Die «Abtreibung» ist jetzt bereits abgetrieben.
Parkhotel, Frankfurt, den 10. Oktober
Ich stehle mir den eigenen Schatten: betrank mich ausgerechnet auf dem Geburtstagsfest, das mir am wichtigsten war, auf dem Rowohlt-Abend mit schönen Hommage-Reden von Ledig (!), Inge Feltrinelli, André Schiffrin und dem regelrechten, sehr elaborierten Festvortrag von Joachim Kaiser. Zog über meine Nervosität eine Alkohol-Haut, so daß meine Schlußansprache statt witzig lallend war. Ärgerte mich den ganzen nächsten (verlaberten) Tag über mich.
13. Oktober
Messeabschluß, ein lieblos-banales «Fest», gegeben von Carlo Feltrinelli «zu Ehren von Heinrich Maria Ledig-Rowohlt» – der Gastgeber kommt nach den Gästen, die mit Henkell-Trocken begrüßt und wahllos an Tische zu schlimmem Fraß gesetzt werden; eine Rede, auch nur eine Begrüßung des Ehrengastes findet nicht statt …

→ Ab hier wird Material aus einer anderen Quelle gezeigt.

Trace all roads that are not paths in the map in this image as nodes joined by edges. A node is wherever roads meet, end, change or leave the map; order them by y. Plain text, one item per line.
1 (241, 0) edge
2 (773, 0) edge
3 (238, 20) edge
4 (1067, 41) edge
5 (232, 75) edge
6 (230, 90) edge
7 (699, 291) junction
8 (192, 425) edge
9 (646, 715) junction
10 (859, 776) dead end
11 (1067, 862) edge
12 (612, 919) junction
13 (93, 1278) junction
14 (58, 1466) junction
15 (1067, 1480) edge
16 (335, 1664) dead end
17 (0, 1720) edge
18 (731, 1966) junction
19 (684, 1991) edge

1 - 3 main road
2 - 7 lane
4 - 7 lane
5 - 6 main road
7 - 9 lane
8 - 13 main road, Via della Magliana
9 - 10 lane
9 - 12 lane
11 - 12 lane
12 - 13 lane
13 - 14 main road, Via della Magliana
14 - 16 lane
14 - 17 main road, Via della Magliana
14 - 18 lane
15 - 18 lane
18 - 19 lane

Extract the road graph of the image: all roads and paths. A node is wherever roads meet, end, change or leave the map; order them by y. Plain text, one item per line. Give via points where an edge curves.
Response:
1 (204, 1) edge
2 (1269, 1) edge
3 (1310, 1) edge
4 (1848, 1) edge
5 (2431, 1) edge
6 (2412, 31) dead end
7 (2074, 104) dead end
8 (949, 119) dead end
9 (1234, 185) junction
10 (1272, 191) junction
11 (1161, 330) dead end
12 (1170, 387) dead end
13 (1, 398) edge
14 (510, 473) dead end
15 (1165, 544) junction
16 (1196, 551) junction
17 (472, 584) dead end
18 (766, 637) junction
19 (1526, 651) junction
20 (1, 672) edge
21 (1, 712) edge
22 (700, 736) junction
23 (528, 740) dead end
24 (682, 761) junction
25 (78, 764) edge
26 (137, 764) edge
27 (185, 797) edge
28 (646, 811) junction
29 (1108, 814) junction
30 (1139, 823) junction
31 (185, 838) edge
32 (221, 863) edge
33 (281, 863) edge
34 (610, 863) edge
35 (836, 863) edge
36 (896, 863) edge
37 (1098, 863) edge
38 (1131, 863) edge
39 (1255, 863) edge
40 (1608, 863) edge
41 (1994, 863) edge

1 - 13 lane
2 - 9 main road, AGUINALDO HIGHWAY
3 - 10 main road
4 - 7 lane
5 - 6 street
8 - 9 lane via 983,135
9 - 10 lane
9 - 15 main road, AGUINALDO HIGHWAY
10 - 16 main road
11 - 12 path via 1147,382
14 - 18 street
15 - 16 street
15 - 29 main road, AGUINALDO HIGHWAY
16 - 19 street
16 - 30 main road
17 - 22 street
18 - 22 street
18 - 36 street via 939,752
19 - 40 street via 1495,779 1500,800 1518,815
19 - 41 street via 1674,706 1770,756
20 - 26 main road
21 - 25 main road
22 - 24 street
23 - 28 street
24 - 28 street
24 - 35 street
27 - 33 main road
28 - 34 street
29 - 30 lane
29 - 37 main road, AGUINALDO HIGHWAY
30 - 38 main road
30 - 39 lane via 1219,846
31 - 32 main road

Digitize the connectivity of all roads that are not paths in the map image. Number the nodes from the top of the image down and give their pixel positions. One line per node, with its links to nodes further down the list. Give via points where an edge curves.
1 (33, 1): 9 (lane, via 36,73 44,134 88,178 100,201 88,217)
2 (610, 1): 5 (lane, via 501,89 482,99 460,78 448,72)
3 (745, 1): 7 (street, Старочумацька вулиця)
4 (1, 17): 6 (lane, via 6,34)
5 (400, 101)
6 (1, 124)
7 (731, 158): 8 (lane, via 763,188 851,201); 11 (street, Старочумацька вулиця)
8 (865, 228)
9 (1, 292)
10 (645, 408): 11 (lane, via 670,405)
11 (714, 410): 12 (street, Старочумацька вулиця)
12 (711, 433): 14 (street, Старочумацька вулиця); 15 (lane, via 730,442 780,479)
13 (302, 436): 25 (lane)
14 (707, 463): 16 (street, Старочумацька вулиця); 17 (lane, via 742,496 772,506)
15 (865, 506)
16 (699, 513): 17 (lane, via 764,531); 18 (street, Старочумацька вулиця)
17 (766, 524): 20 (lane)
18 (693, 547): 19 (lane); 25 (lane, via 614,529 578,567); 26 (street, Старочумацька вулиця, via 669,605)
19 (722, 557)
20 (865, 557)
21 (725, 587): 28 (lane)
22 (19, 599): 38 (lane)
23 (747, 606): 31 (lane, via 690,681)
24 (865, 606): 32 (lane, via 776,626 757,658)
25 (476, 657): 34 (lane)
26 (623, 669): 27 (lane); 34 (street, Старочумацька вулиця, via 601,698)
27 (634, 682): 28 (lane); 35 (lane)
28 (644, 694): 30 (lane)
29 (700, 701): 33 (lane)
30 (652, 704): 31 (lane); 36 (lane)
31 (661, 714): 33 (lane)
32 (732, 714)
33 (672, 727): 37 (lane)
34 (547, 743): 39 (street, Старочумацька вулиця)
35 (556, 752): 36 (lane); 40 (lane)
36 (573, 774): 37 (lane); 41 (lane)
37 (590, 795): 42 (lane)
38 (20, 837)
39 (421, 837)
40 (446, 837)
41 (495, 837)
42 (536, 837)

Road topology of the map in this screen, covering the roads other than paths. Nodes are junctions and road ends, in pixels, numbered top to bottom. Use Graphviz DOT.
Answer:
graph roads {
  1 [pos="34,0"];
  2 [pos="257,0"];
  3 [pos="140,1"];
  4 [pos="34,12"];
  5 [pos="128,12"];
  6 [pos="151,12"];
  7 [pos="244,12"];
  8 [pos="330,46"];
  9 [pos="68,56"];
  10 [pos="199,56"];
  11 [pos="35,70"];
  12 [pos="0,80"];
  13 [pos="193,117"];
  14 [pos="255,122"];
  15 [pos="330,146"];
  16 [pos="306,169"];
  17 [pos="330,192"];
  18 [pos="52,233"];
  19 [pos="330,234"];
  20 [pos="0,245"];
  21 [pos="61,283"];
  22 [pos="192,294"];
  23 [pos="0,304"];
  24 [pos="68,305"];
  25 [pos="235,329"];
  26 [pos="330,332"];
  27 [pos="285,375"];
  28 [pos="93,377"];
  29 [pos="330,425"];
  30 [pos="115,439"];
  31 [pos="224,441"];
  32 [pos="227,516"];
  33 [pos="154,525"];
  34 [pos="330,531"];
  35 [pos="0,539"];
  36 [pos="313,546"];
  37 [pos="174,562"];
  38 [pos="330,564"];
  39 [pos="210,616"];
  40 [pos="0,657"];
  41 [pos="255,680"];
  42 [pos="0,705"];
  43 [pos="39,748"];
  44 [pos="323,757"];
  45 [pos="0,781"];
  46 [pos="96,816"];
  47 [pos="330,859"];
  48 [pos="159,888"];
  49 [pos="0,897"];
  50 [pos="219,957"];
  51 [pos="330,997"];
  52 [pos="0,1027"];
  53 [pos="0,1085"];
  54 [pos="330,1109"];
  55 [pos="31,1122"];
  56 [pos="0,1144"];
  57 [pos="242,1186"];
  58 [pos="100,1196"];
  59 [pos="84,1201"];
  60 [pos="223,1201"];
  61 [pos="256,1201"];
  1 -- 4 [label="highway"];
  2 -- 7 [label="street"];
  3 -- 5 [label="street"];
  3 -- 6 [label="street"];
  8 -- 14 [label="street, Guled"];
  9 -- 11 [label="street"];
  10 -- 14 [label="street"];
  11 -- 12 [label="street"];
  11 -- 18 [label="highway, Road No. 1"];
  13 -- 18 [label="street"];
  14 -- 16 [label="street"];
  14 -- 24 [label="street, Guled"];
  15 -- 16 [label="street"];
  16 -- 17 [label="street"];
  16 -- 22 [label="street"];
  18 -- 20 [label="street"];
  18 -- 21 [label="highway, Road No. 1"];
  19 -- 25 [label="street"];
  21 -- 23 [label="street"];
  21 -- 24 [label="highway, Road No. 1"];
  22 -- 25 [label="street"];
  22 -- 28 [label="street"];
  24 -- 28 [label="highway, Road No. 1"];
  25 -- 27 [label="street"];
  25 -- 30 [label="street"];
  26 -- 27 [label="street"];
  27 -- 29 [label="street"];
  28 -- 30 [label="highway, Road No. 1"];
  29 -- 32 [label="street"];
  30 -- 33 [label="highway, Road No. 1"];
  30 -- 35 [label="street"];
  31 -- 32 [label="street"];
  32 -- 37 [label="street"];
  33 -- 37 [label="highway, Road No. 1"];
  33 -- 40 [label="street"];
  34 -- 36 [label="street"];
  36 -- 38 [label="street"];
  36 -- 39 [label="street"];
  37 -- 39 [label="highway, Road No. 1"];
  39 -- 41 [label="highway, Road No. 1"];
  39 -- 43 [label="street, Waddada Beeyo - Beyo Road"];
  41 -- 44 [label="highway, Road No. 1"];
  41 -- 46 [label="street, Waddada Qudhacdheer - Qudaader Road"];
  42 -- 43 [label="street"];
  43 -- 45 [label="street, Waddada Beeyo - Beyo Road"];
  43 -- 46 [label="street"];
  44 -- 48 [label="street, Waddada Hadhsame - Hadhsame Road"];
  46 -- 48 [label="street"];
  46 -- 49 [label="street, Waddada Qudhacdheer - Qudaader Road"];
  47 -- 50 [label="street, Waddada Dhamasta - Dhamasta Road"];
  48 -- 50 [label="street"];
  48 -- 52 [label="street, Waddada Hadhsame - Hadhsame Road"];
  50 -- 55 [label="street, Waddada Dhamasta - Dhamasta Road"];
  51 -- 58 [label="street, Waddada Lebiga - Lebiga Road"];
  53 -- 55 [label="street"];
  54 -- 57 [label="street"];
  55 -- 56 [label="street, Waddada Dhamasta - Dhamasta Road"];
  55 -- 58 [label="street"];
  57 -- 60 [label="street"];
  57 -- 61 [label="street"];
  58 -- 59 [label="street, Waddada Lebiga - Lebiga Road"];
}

Das Ganze in einem üblen, tanzsaalähnlichen Schuppen im Palmengarten (nicht etwa im Palmenhaus), die Gäste flüchteten noch vor dem Kaffee, den es nicht gab.
Ledig hat in der Bar des «Hessischen Hofs» neben dem Whisky immer ein Fläsch’chen Haarfixation stehen. «Wenn meine Haare abstehen, sehe ich so alt aus», sagt der 85jährige.
17. Oktober
Traurig, bitter und auch leicht amüsiert: der Abend «meiner» Stadt Hamburg mir zu Ehren ein Schlag ins Wasser – ein Interviewer, bei dem schlecht auszumachen war, ob er nur dumm oder auch noch bösartig war, eine lieb gemeinte, aber etwas mickrig-pflichtgemäße Rede der Senatorin, ein grausliches Buffet und ein – von Flimm verführt – anschließendes Besäufnis beim ewigen «kleinen Italiener», wo – anders geht’s in Deutschland nicht – gesungen wurde: «Wir lieben unseren Fritz»; Flimm, die Senatorin, SZ-Burckhardt, die Mikula, Roger de Weck. Kegel-Stammtisch statt ernsthafte Beschäftigung mit meiner Arbeit, sophistische Afferei über Tod, Homosexualität und Eitelkeit statt Diskurs. Der Moderator als Monologist, eigentlich gab er sich die Antworten selber, neugierig auf eine von mir nie; die stilistische figura dafür war: Der Mann unterbrach jede meiner Antworten (wollte sie also weder hören noch sich darauf einlassen). Woher so viel Haß – die ewige Frage.
Von heute an: Heilwigstraße, Hamburg, den 31. Oktober
Erstes Tippen im neuen «Arbeitsraum», den geradeaus sprechende Umzugsleute Keller nennen und ich Souterrain oder Gartenwohnung; als ich auf die Frage WOHIN MIT DIESER KISTE? antwortete: INS SOUTERRAIN, sagte einer von den Bubis: WO IS’N DES?, und als ich’s ihm erklärte, meinte er trocken: ALSO SIE MEINEN DEN KELLER.